From Sherri Tenpenny’s “Tenpenny on Vaccines” Facebook page:
>20,000 VAERS adverse event reports have been filed about Gardasil. There were 129 new reports just since 10/1, including 2 deaths. Vaccines are what need to be feared, NOT the “fear” of a temporary illness. You will never question your decision to NOT vaccinate again if you spend some time on this website: www.VAERS.hhs.gov
I could list thousands of other instances of anti-vaxxers invoking the VAERS database as reliable evidence, but it would take an inordinate amount of time and I think you get the idea. In short, the data in VAERS is not reliable for determining causality. The fact that some individuals continue to view it as reliable is a result of confirmation bias combined with post hoc ergo propter hoc.
It should be noted that another argument used by anti-vaccine advocates to make the VAERS data appear more alarming is to point out that VAERS suffers from under-reporting. This is true with any passive reporting system. For example, many adverse events such as swelling at the injection site are likely to not be reported. However, this argument is a non-sequitur, i.e. an argument in which its conclusion does not follow from its premises. The fact that some adverse events are not reported is completely irrelevant when it comes to determining causality. If all of the events were reported, we would simply be left with a larger sample of events from which we cannot reliably determine causality.

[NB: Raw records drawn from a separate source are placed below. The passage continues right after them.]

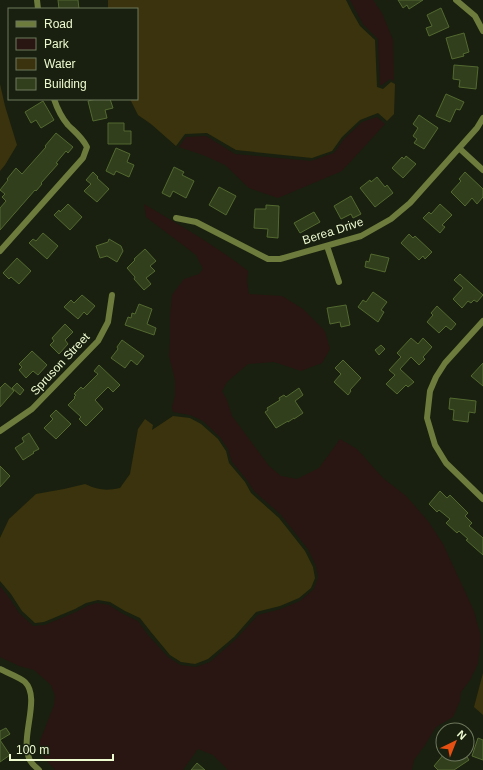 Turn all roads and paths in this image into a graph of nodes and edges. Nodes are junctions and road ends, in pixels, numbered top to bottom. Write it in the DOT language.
graph roads {
  1 [pos="456,0"];
  2 [pos="483,31"];
  3 [pos="54,100"];
  4 [pos="483,118"];
  5 [pos="459,148"];
  6 [pos="483,170"];
  7 [pos="176,218"];
  8 [pos="327,246"];
  9 [pos="0,251"];
  10 [pos="339,282"];
  11 [pos="112,295"];
  12 [pos="483,321"];
  13 [pos="0,431"];
  14 [pos="483,497"];
  15 [pos="0,669"];
  16 [pos="39,770"];
  1 -- 2 [label="street"];
  3 -- 9 [label="street"];
  4 -- 5 [label="street, Berea Drive"];
  5 -- 6 [label="street"];
  5 -- 8 [label="street, Berea Drive"];
  7 -- 8 [label="street, Berea Drive"];
  8 -- 10 [label="street"];
  11 -- 13 [label="street, Spruson Street"];
  12 -- 14 [label="street"];
  15 -- 16 [label="street"];
}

So why bother having VAERS when it is not a reliable way to determine causality? The answer is that VAERS is a kind of early warning system. If there are many reports of an adverse event, then researchers can conduct higher quality studies in which confounding factors are controlled for in order to determine whether the event is actually being caused by the vaccine. This makes sense – remember that to avoid falling prey to the post hoc ergo propter hoc fallacy, higher quality evidence must be considered.
In this regard, VAERS has been successful in the past. For example, in 1999, there were many reports in VAERS of intussusception occurring after administration of the rotavirus vaccine RotaShield. Further studies were conducted which confirmed the increased risk and this data led to the subsequent removal of the vaccine from the US market. In another instance, VAERS determined that there was a high incidence of Guillain-Barré syndrome occurring as a result of the meningococcal conjugate vaccine, Menactra, and further controlled studies are underway to investigate the issue.
Finally, the inconsistent logic of anti-vaccine advocates must be highlighted. These individuals often dismiss any information about vaccine safety provided by the CDC because they believe the CDC to have ties to pharmaceutical companies. (The Shill gambit.) Yet they don’t hesitate to cite reports from VAERS as reliable evidence, despite the fact that VAERS is sponsored by the CDC. Basically, they ignore the CDC information that goes against their beliefs and deem CDC information that supports their beliefs to be irrefutable. Once again, confirmation bias reigns supreme.
So whenever you hear a passionate argument from an anti-vaccine advocate who cites VAERS as evidence that a vaccine caused an adverse event, remember the limitations of the VAERS data and recognize that we need higher quality evidence in order to come to this conclusion.